Jonas Hassen Khemiri is the author of six novels, seven plays, and a collection of plays, essays, and short stories. His first novel, One Eye Red (Ett öga rött), received the Borås Tidning Award for Best Literary Debut Novel and became the bestselling paperback in Sweden of any category in 2004.
Khemiri’s second novel, Montecore: The Silence of the Tiger, was published to rave reviews and was awarded the prestigious P.O. Enquist Literary Prize, won Swedish Radio’s Award for Best Novel, and was nominated for the August Award. Upon its US publication by Knopf, The New York Times Book Review dubbed the novel “wondrous.”
In 2012, following a terrorist bombing in central Stockholm, Khemiri published the powerful short novel I Call My Brothers (Jag ringer mina bröder) to great critical acclaim.
Everything I Don’t Remember (Allt jag inte minns), Khemiri’s greatly anticipated fourth novel, was published in 2015 and received the August Prize, Sweden’s highest literary honor. The Family Clause (Pappaklausulen) was published by FSG in the US in 2020. It was longlisted for the Pen America Literary Awards and chosen as a finalist for the National Book Award.
Khemiri’s novels have been translated into over thirty languages.

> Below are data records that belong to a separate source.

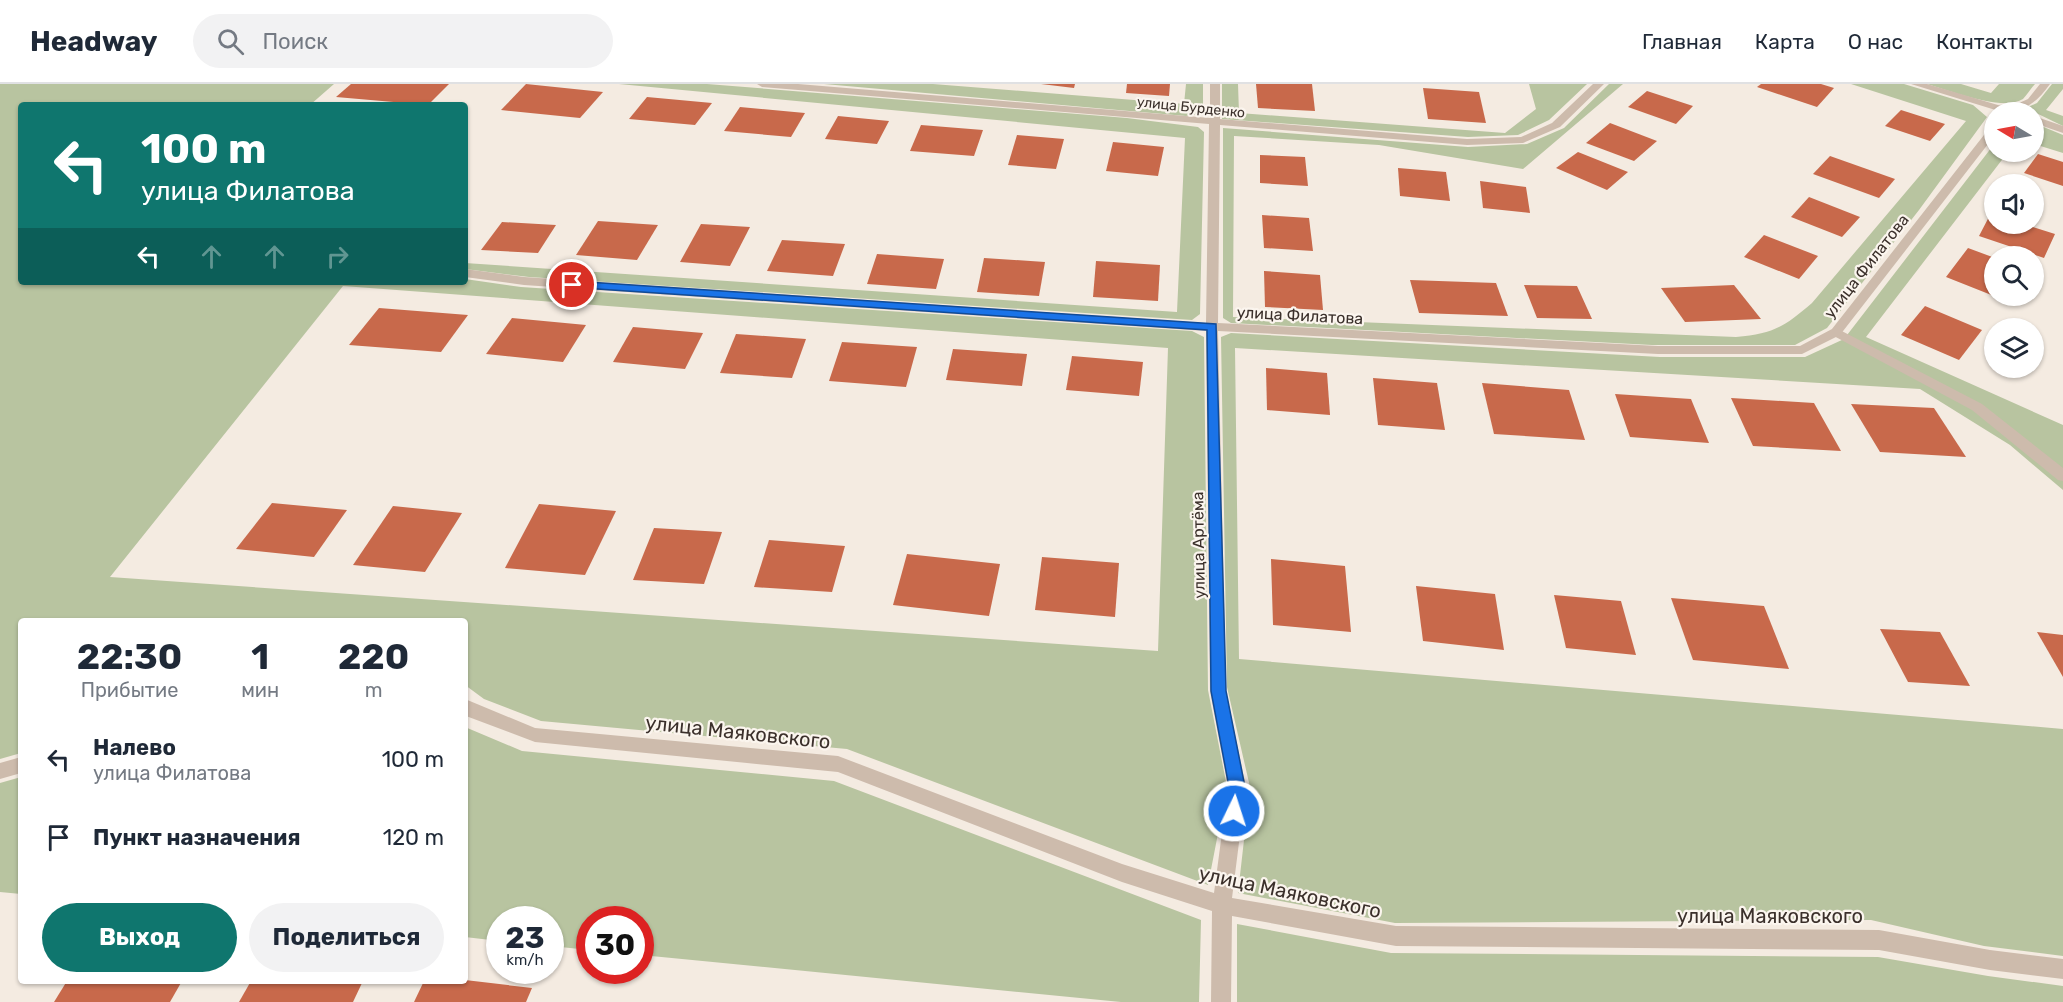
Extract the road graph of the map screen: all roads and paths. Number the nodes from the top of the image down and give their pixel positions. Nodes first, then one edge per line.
1 (762, 84) edge
2 (1215, 84) edge
3 (1599, 84) edge
4 (1916, 84) edge
5 (2045, 84) edge
6 (2030, 102) edge
7 (1984, 104) edge
8 (1215, 123) junction
9 (2044, 123) edge
10 (2063, 130) edge
11 (1984, 142) edge
12 (468, 273) edge
13 (1212, 327) junction
14 (1836, 332) junction
15 (2063, 476) edge
16 (468, 708) edge
17 (18, 766) edge
18 (0, 771) edge
19 (1222, 905) junction
20 (2063, 969) edge
21 (1221, 1002) edge

1 - 8 street, улица Бурденко
2 - 8 street, улица Артёма
3 - 8 street, улица Бурденко
4 - 7 street
5 - 6 street
8 - 13 street, улица Артёма
9 - 10 street
11 - 14 street, улица Филатова
12 - 13 street, улица Филатова
13 - 14 street, улица Филатова
13 - 19 street, улица Артёма
14 - 15 street
16 - 19 street, улица Маяковского
17 - 18 street
19 - 20 street, улица Маяковского
19 - 21 street, улица Артёма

He is also a celebrated playwright, whose six plays have been performed by over hundred international companies on stages from Stockholm to Berlin to New York to London. He was awarded a Village Voice Obie Award for his first play Invasion!, which premiered in New York in 2011. The second play God Times Five toured Sweden and the third play The Hundred We Are received the Hedda Award for best play in Norway. Khemiri’s most recent play ≈[Almost Equal To] premiered at Dramaten in Stockholm in October 2014 to raving reviews. It has been performed in Germany, Norway, Iceland and the US.
In 2013, Khemiri’s open letter to the Swedish Minister of Justice in response to the controversial police project REVA, which was first published in Dagens Nyheter, rapidly became one of the most shared articles on social media in Swedish history. The article was later translated into over a dozen languages and published in newspapers around the world, including in The New York Times. In 2017, Khemiri became the first Swedish writer to have a short story published in the New Yorker and in 2021 Khemiri moved to NYC with his family to write a new novel The New York Public Library, as a Cullman Fellow. He teaches in the creative writing program at NYU.

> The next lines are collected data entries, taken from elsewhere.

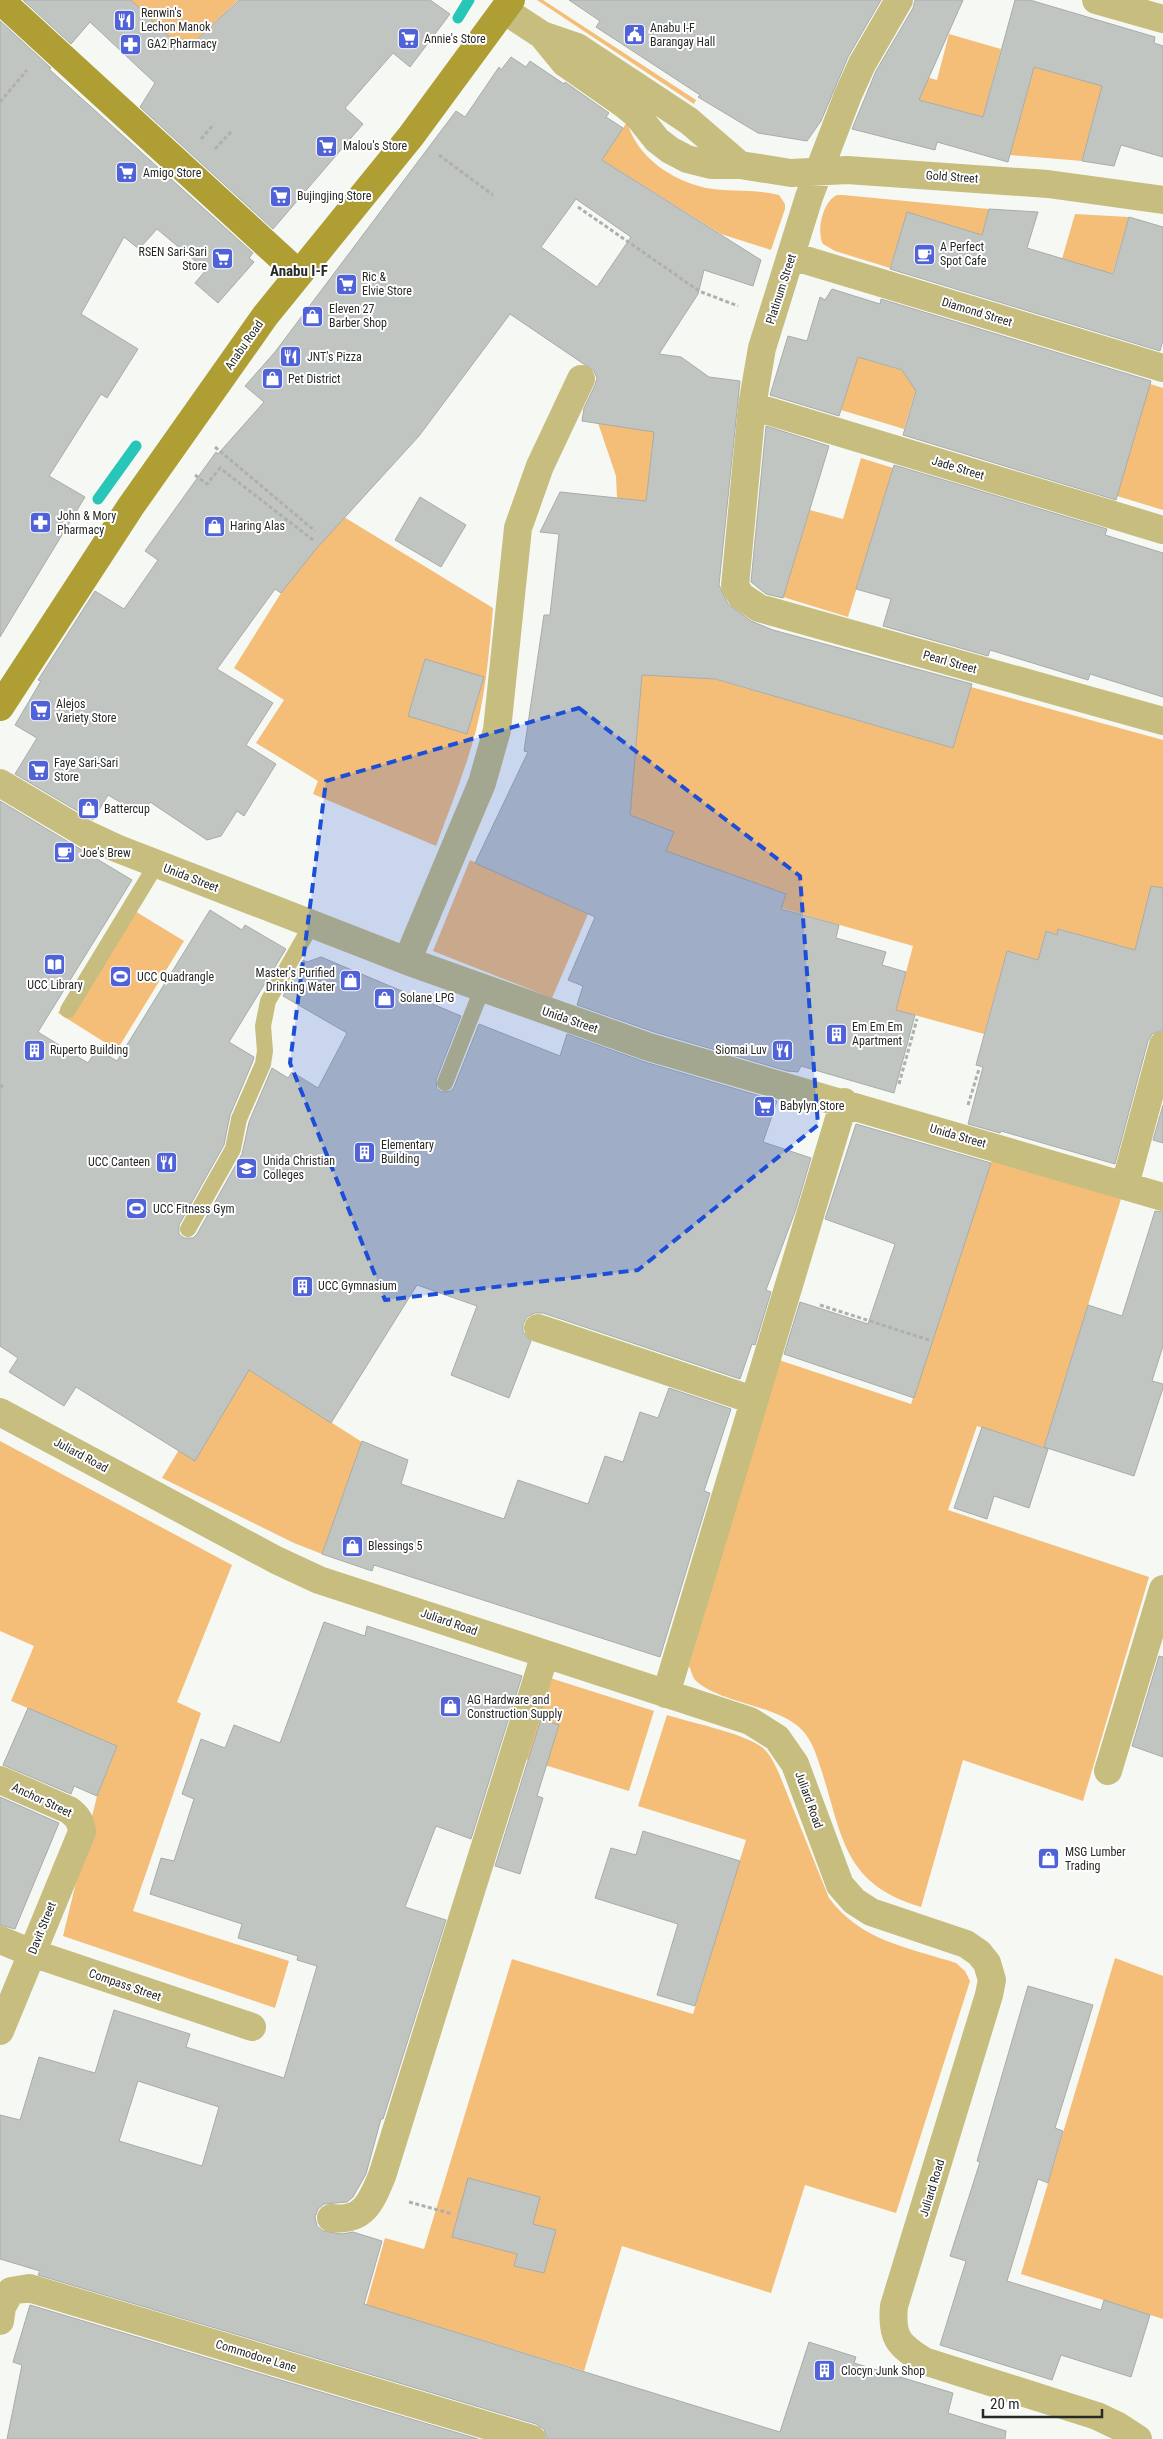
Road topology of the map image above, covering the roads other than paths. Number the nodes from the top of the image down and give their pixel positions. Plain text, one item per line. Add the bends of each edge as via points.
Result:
1 (0, 0) edge
2 (899, 0) edge
3 (1096, 0) edge
4 (507, 5) edge
5 (1163, 19) edge
6 (818, 172) junction
7 (1163, 200) edge
8 (792, 256) junction
9 (298, 273) junction
10 (1163, 368) edge
11 (581, 379) dead end
12 (752, 406) junction
13 (1163, 530) edge
14 (741, 596) joint
15 (0, 707) edge
16 (1163, 721) edge
17 (0, 783) edge
18 (156, 865) junction
19 (312, 924) junction
20 (406, 962) junction
21 (482, 989) junction
22 (68, 1010) dead end
23 (1163, 1045) edge
24 (445, 1083) dead end
25 (844, 1102) junction
26 (1125, 1185) junction
27 (1163, 1197) edge
28 (188, 1229) dead end
29 (538, 1328) dead end
30 (753, 1400) junction
31 (0, 1412) edge
32 (1163, 1589) edge
33 (545, 1654) junction
34 (666, 1694) junction
35 (1108, 1771) dead end
36 (0, 1780) edge
37 (81, 1824) joint
38 (0, 1940) edge
39 (32, 1953) junction
40 (252, 2027) dead end
41 (0, 2031) edge
42 (331, 2218) dead end
43 (0, 2321) edge
44 (532, 2439) edge
45 (1138, 2439) edge

1 - 9 street
2 - 6 street, Platinum Street via 854,80
3 - 5 street
4 - 6 street, Gold Street via 542,35 565,63 637,115 657,140 687,160 791,173
4 - 9 street, Anabu Road via 411,136
6 - 7 street, Gold Street via 847,170 1048,184
6 - 8 street, Platinum Street
8 - 10 street, Diamond Street
8 - 12 street, Platinum Street via 762,348
9 - 15 street, Anabu Road via 264,316 131,506
11 - 20 street via 540,466 518,528 500,704 482,783
12 - 13 street, Jade Street
12 - 14 street, Platinum Street via 735,575
14 - 16 street, Pearl Street via 760,608
17 - 18 street, Unida Street via 86,834
18 - 19 street, Unida Street
18 - 22 lane
19 - 20 street, Unida Street
19 - 28 lane via 268,1001 263,1026 263,1064 239,1119 233,1149
20 - 21 street, Unida Street
21 - 24 lane
21 - 25 street, Unida Street via 649,1047
23 - 26 street
25 - 26 street, Unida Street
25 - 30 street
26 - 27 street, Unida Street
29 - 30 street
30 - 34 street
31 - 33 street, Juliard Road via 319,1580
32 - 35 street
33 - 34 street, Juliard Road
33 - 42 street via 382,2176 366,2208 356,2216
34 - 45 street, Juliard Road via 750,1721 777,1738 795,1764 840,1885 854,1902 890,1919 966,1944 979,1952 988,1965 992,1980 989,1995 894,2306 892,2324 896,2339 908,2352 924,2361 1097,2416
36 - 37 street, Anchor Street via 69,1810
37 - 39 street, Davit Street via 82,1832
38 - 39 street, Compass Street
39 - 40 street, Compass Street
39 - 41 street, Davit Street
43 - 44 street, Commodore Lane via 2,2307 11,2291 29,2288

Khemiri’s seventh book, The Sisters, was published in 2023 and received rave reviews. It became one of the best-selling novels of the year and was a finalist for The August Prize.
With his inventive literary acrobatics and his unwavering social pathos, Jonas Hassen Khemiri is constantly reinventing himself and what language can do – both on the page and in society at large.
Jonas Hassen Khemiri has written seven books and seven plays. Based in NYC. Teaches at NYU. Writing a new novel at NYPL.